Eating out is restricted to only a few establishments which we found to be safely observing health protocols. But eating in is no less satisfying. We even sourced some of our dinners from our favourite restos as food deliveries have become our new normal. One lovely discovery is the joy of enjoying good meals without worrying about finding a parking slot nor of having to drive home. The convenience beats worries of prepping for meals and washing the dishes. Over time, we’ve grown accustomed to serving the food in their delivered state” to do away with stuff filling our kitchen sink. No big deal, really.

While we have since started brewing our coffee and creating our cocktails at home, we didn’t miss out on sitting in outdoor cafes and bars if only to immerse ourselves in the ambiance of shooting the breeze, so to speak. Besides, it’s really nice to sit it out for some beverages after being on one’s feet in the many neighbouring art galleries. The pandemic may have reduced the visiting crowd but certainly not the interest and enthusiasm of the few who come. Online shopping for art may be the new norm but a serious collector would still want to view such creations up close and personal. There comes also this newfound respect for young artists as one observes how their art evolved through this rough period.

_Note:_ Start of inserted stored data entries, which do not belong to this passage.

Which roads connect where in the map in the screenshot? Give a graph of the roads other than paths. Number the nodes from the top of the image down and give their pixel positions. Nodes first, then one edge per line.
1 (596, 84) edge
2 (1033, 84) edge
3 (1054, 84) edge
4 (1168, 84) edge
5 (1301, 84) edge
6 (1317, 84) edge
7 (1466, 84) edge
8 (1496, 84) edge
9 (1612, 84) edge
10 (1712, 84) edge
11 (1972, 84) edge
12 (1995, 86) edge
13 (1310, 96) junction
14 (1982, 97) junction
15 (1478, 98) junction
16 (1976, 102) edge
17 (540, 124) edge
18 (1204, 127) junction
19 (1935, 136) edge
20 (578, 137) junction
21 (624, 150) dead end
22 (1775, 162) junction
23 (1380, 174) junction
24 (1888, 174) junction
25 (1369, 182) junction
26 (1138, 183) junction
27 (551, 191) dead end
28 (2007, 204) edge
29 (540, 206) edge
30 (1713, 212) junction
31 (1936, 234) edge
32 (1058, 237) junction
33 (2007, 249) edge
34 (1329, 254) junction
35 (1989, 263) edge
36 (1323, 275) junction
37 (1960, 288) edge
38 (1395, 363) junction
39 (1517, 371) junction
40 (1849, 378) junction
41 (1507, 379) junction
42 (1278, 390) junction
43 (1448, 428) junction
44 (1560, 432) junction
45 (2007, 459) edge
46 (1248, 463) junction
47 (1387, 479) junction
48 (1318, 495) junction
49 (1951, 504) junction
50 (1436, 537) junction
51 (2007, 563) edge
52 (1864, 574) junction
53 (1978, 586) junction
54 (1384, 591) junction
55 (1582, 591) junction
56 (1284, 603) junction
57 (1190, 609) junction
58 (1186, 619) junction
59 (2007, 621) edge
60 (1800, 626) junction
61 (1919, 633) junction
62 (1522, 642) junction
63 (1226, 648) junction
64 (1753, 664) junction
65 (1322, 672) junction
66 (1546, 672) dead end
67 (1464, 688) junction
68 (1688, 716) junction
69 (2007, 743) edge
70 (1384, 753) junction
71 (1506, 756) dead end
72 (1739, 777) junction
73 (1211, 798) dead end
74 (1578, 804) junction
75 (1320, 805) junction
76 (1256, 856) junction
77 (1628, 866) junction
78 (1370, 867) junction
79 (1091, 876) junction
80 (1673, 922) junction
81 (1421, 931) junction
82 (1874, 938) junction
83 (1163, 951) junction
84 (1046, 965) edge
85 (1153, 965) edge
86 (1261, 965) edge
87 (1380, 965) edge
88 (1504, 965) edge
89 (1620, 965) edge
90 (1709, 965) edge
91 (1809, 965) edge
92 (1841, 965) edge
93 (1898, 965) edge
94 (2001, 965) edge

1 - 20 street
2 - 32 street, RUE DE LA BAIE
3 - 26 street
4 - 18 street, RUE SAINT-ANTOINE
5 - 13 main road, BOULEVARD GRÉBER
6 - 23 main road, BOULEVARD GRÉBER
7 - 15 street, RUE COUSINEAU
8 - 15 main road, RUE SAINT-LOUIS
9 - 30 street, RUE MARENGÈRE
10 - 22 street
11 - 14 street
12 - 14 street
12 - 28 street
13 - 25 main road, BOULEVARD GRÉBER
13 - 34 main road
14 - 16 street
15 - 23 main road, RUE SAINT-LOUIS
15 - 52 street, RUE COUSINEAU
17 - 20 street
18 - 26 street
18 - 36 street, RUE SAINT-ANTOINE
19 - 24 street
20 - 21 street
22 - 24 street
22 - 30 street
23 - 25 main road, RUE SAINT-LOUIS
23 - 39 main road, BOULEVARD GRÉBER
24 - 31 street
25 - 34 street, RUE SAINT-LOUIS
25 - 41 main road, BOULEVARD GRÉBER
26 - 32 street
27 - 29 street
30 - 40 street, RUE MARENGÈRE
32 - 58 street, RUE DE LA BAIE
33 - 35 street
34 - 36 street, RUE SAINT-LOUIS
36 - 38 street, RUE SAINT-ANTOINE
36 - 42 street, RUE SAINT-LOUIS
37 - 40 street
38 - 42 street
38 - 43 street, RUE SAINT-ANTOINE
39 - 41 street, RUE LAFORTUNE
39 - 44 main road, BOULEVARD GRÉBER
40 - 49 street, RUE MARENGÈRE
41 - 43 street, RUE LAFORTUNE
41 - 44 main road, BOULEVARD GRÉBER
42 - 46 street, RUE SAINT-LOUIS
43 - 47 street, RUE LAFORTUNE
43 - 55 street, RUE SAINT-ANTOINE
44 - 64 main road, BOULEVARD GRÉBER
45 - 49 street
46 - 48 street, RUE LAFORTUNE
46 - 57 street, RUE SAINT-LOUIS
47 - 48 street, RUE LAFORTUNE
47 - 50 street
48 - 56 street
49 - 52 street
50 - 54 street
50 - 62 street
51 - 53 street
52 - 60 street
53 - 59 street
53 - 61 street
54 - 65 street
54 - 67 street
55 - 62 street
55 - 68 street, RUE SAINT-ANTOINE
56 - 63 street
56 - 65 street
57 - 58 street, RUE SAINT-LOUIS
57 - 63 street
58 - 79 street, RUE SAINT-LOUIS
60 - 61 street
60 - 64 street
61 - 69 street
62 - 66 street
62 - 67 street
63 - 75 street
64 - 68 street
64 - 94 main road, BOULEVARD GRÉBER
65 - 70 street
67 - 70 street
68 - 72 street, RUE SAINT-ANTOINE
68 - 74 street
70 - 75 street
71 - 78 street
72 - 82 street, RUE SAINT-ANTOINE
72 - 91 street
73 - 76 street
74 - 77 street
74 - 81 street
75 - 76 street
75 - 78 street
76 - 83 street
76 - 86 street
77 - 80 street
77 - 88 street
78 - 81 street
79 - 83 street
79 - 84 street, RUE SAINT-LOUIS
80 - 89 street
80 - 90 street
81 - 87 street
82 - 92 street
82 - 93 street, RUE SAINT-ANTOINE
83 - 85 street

Life under quarantine. The new normal. Covid times. Social Distancing. These describe our present situation. No one was prepared for it. As the situation unfolded, acceptance of such reality took time. Unless and until lockdowns were put in place, flights may have gone on, dine-outs and parties pursued, get-togethers and meet-ups going non-stop. After 9 months, people have adapted to the more restrictive lifestyle. Zoom meetings replaced physical meet-ups. Online masses rather than actual trips to the church. Even weddings are via zoom. It’s a chore to go to the salon for haircuts and beauty treatments. Online shopping is doing brisk business. Same goes with food deliveries. So, how are we surviving?

We’re saving a lot of money making our own coffee. And it’s an adventure to try different beans and pods. Three coffee machines occupy space in my tiny studio and the first decision for the day is which machine to run. Our “Manang” regularly checks YouTube for baking lessons and her repertoire now includes bread, cakes and pies. More savings! The fragrant aroma wafting from the kitchen may have inspired the resident artist to paint for her 2 solo exhibits last April and October, and a couple more group exhibits she joined. Though few and far between, the light traffic encouraged me to drive again — just short trips to the tiny, boutique art galleries in the neighbourhood before or after meals in some outdoor cafe. At home, we have also grown experimental with our cocktails. And Netflix has become a way of life for us.

We’ve adapted reasonably well, but I do miss meeting my friends for lunch or coffee. More than that, I miss my travels and trips to the beauty and massage parlours. I get by with drive-thru bloodworks and medical consultations via Zoom but I do miss my regular visits to my dentist! And because of the restrictions, day-outs are very infrequent but absolutely treasured. My smiles come really cheap whenever I step out of the house with either family or with friends. We’ve also rediscovered the joy in joyrides! Yet again, a new routine has emerged and my daily life is truly nothing to complain about. Our only anxieties are health-related but our paranoia has dwindled down without being reckless. A few more months, maybe. Or perhaps a year or so. We’d all manage. We can overcome this!